━━━━━ Records provided

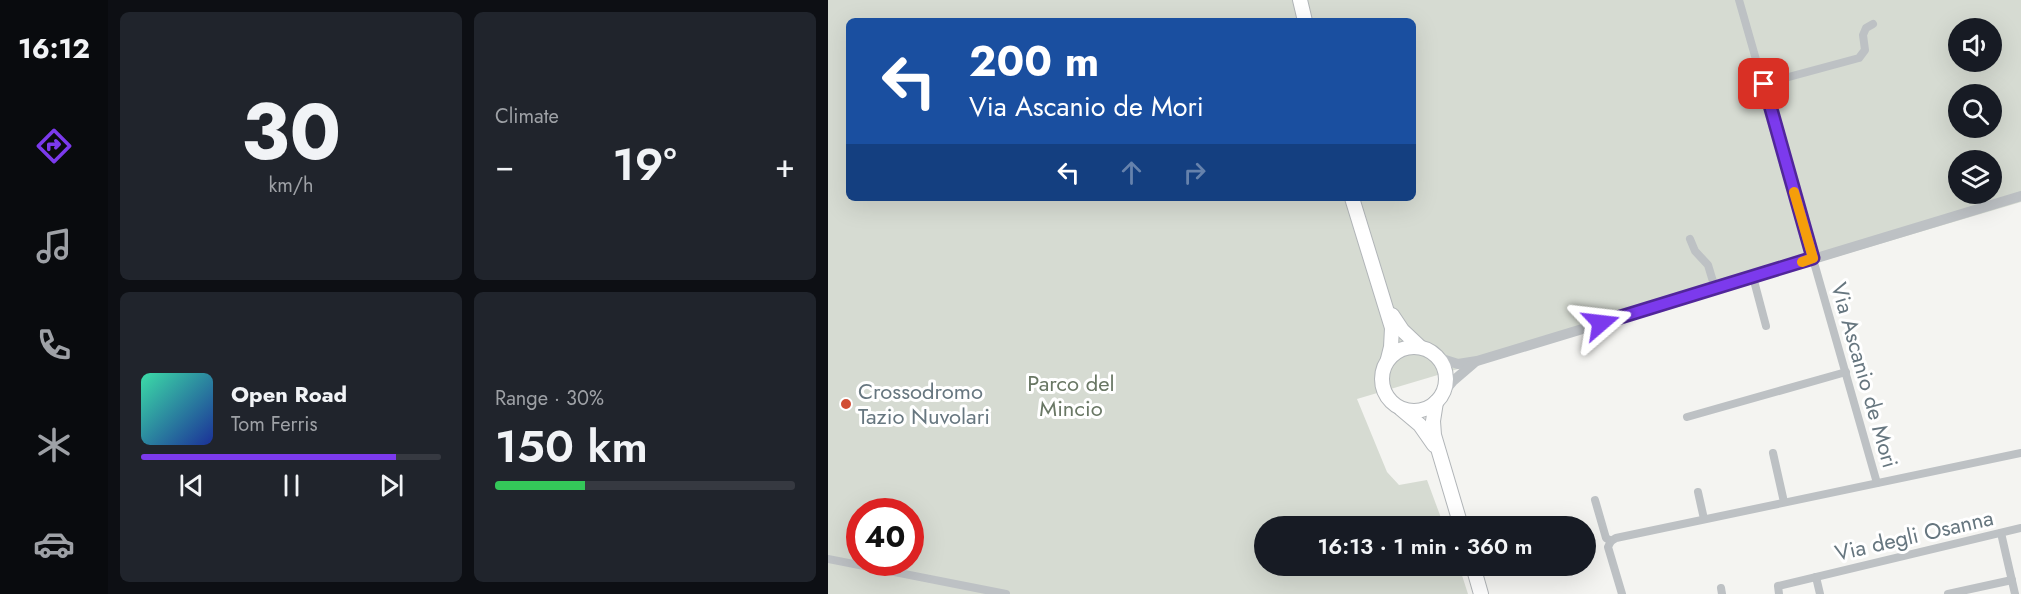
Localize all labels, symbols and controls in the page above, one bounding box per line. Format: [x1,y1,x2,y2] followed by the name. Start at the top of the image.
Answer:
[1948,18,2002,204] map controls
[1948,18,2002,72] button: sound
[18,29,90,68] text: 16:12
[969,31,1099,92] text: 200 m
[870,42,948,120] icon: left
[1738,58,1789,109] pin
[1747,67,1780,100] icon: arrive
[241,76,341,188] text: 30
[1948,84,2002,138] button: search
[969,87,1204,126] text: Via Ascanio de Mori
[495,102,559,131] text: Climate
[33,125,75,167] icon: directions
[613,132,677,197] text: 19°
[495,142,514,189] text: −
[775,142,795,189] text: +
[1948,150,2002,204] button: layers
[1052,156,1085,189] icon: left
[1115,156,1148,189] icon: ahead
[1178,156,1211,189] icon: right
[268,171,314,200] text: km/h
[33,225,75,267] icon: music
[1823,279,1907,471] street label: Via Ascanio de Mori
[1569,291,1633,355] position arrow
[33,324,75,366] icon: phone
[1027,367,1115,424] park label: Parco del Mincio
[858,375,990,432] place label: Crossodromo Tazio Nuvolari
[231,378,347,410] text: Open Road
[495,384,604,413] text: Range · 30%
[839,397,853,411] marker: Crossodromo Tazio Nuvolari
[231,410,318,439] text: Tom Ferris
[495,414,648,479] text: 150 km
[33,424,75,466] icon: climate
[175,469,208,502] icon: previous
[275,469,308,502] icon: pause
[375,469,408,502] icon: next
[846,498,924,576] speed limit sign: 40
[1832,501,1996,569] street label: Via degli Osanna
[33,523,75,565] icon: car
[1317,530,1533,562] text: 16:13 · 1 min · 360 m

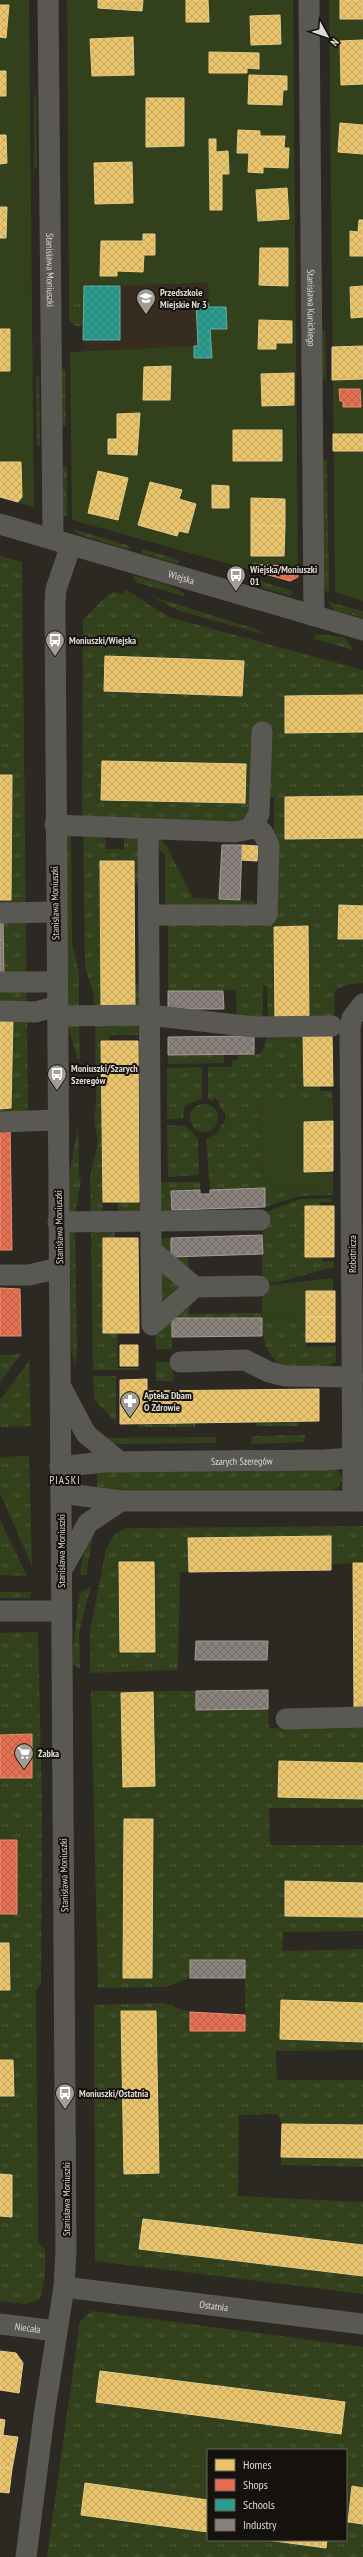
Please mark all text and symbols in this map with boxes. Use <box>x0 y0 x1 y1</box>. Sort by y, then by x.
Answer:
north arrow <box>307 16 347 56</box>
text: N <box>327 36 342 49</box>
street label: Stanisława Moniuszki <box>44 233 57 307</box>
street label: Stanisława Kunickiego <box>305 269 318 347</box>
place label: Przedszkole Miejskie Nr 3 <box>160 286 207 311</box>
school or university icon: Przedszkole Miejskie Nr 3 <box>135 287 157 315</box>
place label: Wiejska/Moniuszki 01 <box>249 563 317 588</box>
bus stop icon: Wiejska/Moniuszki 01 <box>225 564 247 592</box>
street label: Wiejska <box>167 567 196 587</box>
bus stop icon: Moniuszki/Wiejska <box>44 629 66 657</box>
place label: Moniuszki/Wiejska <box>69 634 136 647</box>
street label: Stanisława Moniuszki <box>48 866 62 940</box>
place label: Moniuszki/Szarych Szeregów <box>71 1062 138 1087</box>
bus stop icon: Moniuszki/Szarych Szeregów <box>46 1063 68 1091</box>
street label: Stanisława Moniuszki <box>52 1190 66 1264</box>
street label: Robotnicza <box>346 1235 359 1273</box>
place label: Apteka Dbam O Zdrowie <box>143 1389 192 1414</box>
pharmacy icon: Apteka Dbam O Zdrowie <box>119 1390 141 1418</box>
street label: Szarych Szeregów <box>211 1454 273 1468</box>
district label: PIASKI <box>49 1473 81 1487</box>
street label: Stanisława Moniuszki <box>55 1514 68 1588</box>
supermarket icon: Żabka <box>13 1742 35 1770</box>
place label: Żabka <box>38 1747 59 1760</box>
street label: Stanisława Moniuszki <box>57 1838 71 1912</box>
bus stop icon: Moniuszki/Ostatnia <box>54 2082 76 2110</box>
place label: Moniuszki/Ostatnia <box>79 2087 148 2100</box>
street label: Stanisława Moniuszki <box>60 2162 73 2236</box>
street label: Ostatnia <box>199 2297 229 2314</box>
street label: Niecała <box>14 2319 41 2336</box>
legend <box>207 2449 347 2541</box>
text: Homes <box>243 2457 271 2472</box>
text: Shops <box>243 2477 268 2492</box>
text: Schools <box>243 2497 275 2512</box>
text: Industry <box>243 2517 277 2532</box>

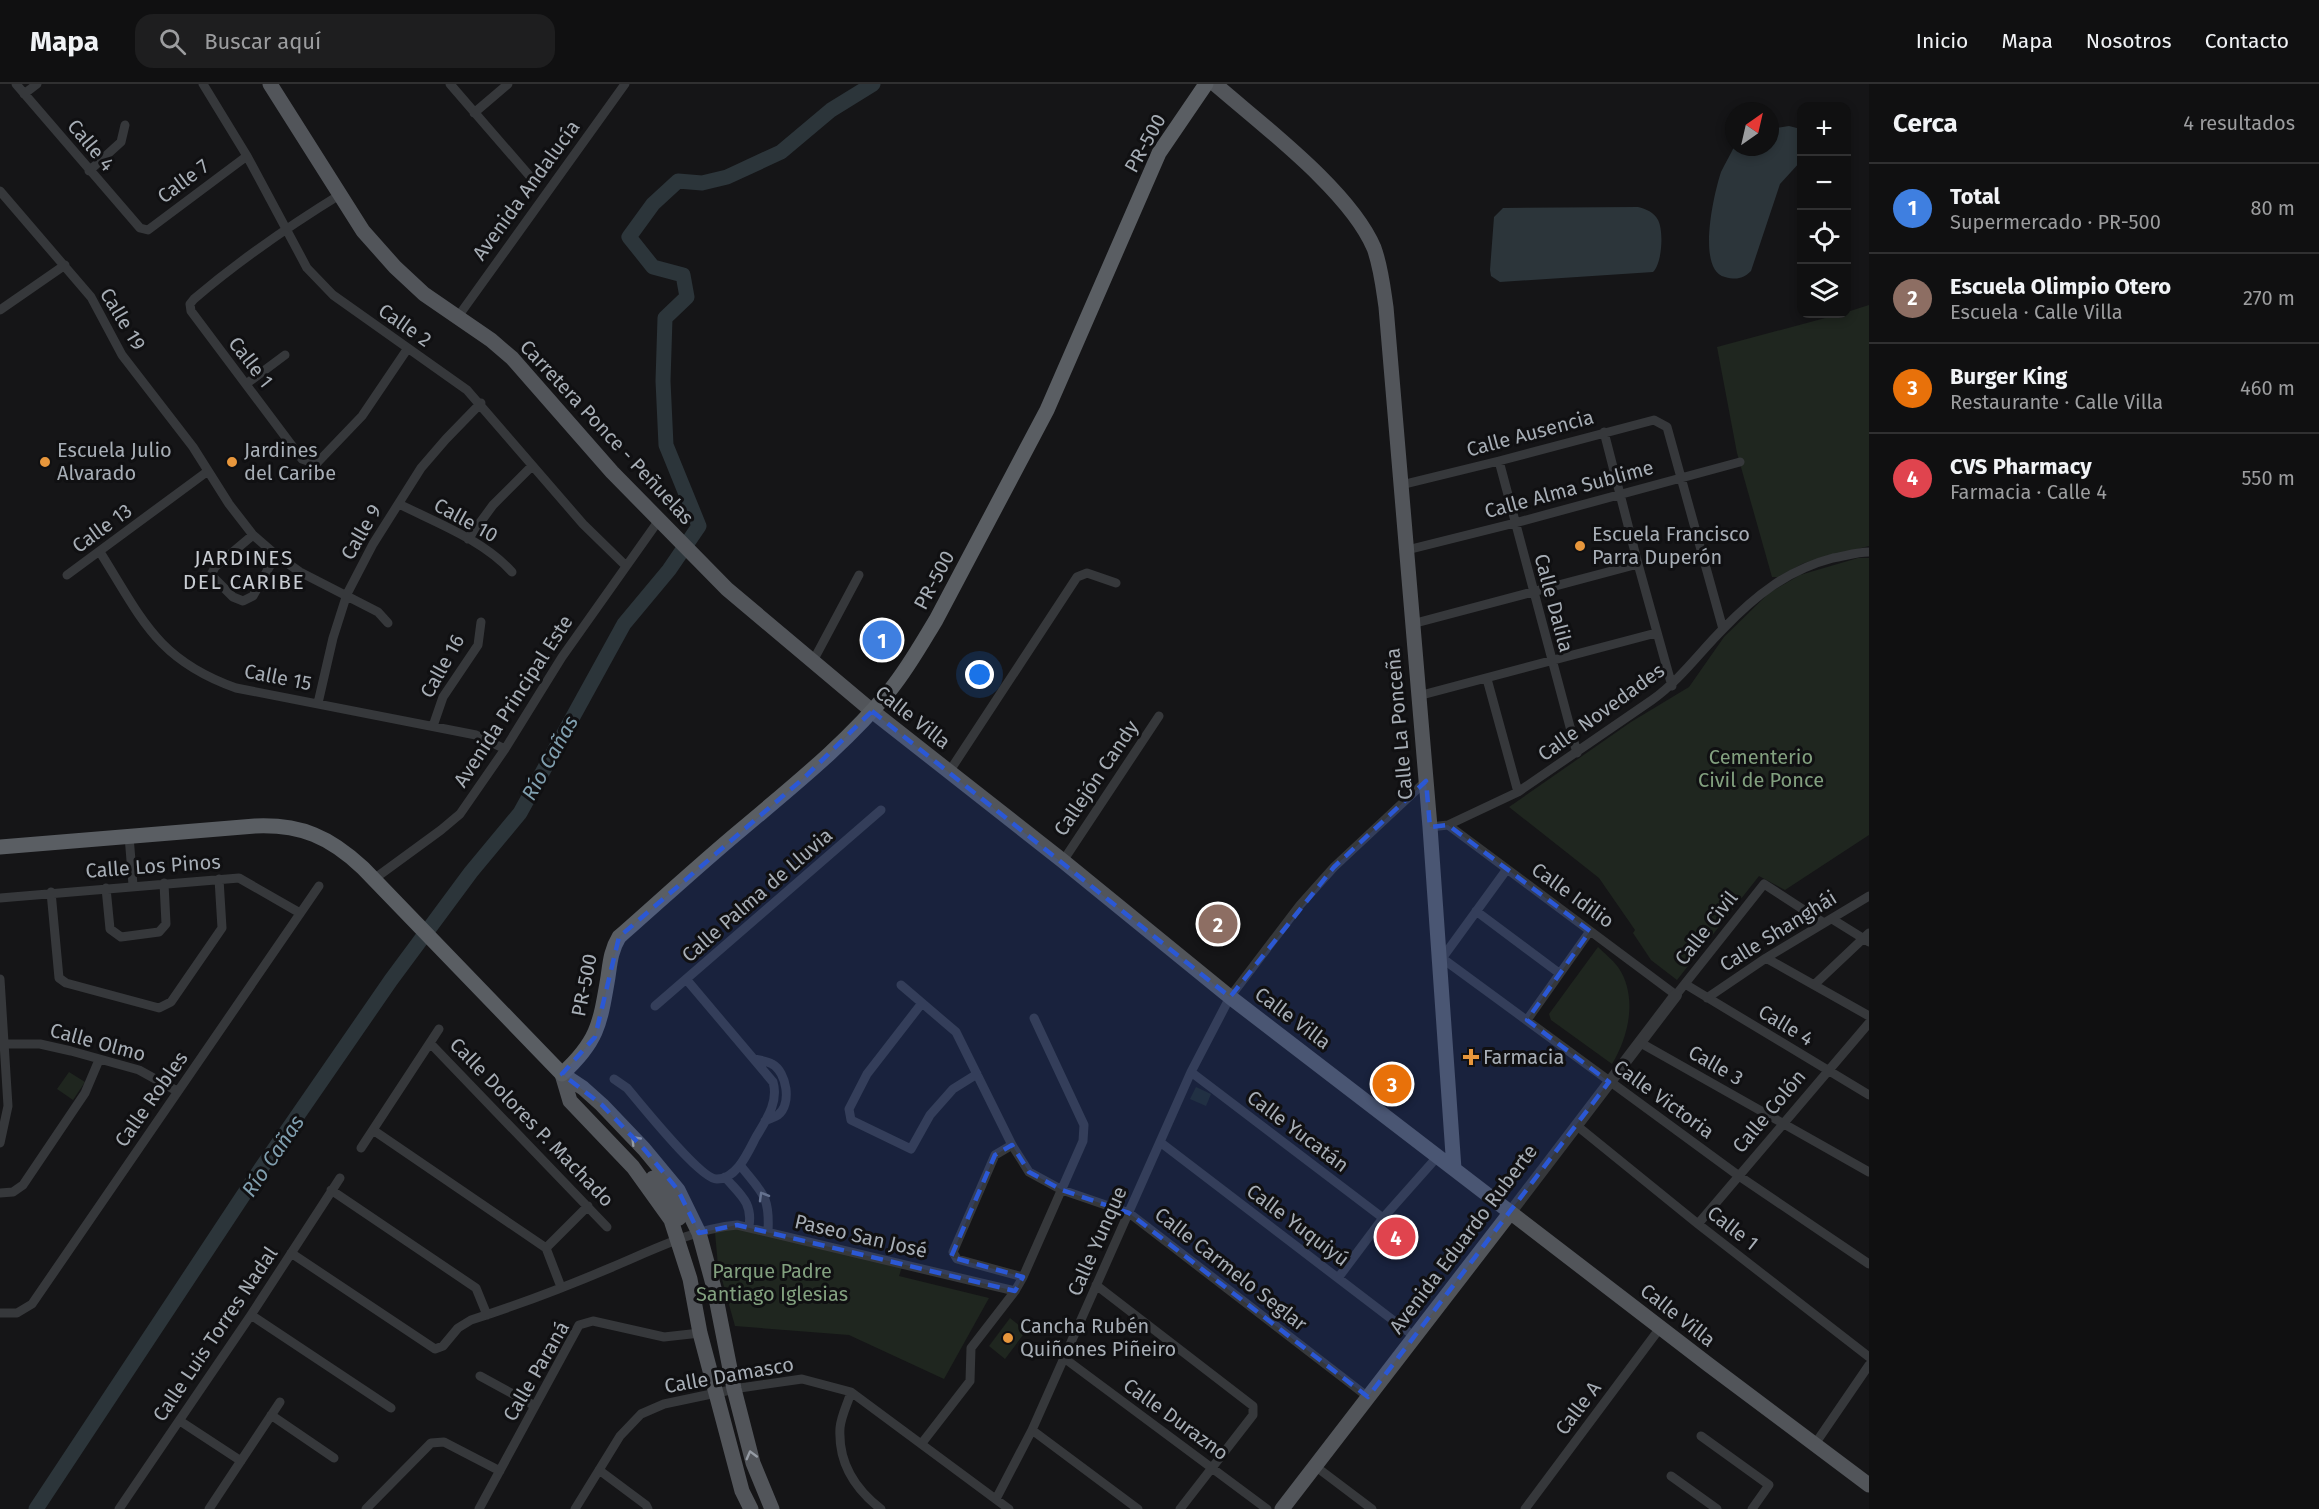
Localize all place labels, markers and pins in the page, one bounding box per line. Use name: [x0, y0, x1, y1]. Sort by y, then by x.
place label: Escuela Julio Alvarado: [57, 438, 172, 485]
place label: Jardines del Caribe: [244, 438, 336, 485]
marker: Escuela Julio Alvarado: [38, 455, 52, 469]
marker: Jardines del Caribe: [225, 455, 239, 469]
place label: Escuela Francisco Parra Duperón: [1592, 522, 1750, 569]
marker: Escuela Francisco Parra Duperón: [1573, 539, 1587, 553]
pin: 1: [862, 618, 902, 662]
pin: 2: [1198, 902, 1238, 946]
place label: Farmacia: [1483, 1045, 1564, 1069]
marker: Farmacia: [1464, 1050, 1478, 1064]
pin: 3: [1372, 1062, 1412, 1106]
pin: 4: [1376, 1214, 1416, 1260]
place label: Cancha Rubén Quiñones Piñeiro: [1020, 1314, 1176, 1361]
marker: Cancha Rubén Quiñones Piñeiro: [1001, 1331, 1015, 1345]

━━━━━━━━━━

→ Task directions: From the data above, report how many lines hold the word "Żabka", answering with the number by itself.

→ Your response: 2